> **Problem to work on**
Transcribe the data below exactly, but only from the line containing "Instruction: Parse the" through its final line, both included.

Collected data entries
━━━━━━

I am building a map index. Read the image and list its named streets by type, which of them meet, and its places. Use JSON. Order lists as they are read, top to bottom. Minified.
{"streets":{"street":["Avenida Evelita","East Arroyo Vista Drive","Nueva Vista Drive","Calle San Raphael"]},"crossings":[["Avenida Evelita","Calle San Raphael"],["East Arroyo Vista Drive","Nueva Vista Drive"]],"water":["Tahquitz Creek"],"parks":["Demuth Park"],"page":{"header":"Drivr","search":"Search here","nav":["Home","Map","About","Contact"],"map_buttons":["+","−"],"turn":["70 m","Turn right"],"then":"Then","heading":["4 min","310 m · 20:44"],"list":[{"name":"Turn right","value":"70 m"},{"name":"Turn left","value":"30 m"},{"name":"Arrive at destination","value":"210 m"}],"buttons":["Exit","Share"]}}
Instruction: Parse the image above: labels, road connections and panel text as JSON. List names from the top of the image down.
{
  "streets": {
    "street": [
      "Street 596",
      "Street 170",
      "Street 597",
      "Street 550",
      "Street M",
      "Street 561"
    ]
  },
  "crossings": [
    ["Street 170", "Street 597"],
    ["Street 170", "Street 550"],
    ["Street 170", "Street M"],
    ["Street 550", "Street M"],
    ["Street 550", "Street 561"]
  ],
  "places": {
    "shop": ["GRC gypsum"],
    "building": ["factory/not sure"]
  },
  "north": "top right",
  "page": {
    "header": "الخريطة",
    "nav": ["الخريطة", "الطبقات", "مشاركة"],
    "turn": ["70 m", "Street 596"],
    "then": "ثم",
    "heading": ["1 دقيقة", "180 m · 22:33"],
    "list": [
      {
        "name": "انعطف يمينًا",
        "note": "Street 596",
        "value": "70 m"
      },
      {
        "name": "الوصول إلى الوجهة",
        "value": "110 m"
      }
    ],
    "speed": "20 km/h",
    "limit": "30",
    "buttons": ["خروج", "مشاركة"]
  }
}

━━━━━━

> **Result**
Instruction: Parse the image above: labels, road connections and panel text as JSON. List names from the top of the image down.
{
  "streets": {
    "street": [
      "Street 596",
      "Street 170",
      "Street 597",
      "Street 550",
      "Street M",
      "Street 561"
    ]
  },
  "crossings": [
    ["Street 170", "Street 597"],
    ["Street 170", "Street 550"],
    ["Street 170", "Street M"],
    ["Street 550", "Street M"],
    ["Street 550", "Street 561"]
  ],
  "places": {
    "shop": ["GRC gypsum"],
    "building": ["factory/not sure"]
  },
  "north": "top right",
  "page": {
    "header": "الخريطة",
    "nav": ["الخريطة", "الطبقات", "مشاركة"],
    "turn": ["70 m", "Street 596"],
    "then": "ثم",
    "heading": ["1 دقيقة", "180 m · 22:33"],
    "list": [
      {
        "name": "انعطف يمينًا",
        "note": "Street 596",
        "value": "70 m"
      },
      {
        "name": "الوصول إلى الوجهة",
        "value": "110 m"
      }
    ],
    "speed": "20 km/h",
    "limit": "30",
    "buttons": ["خروج", "مشاركة"]
  }
}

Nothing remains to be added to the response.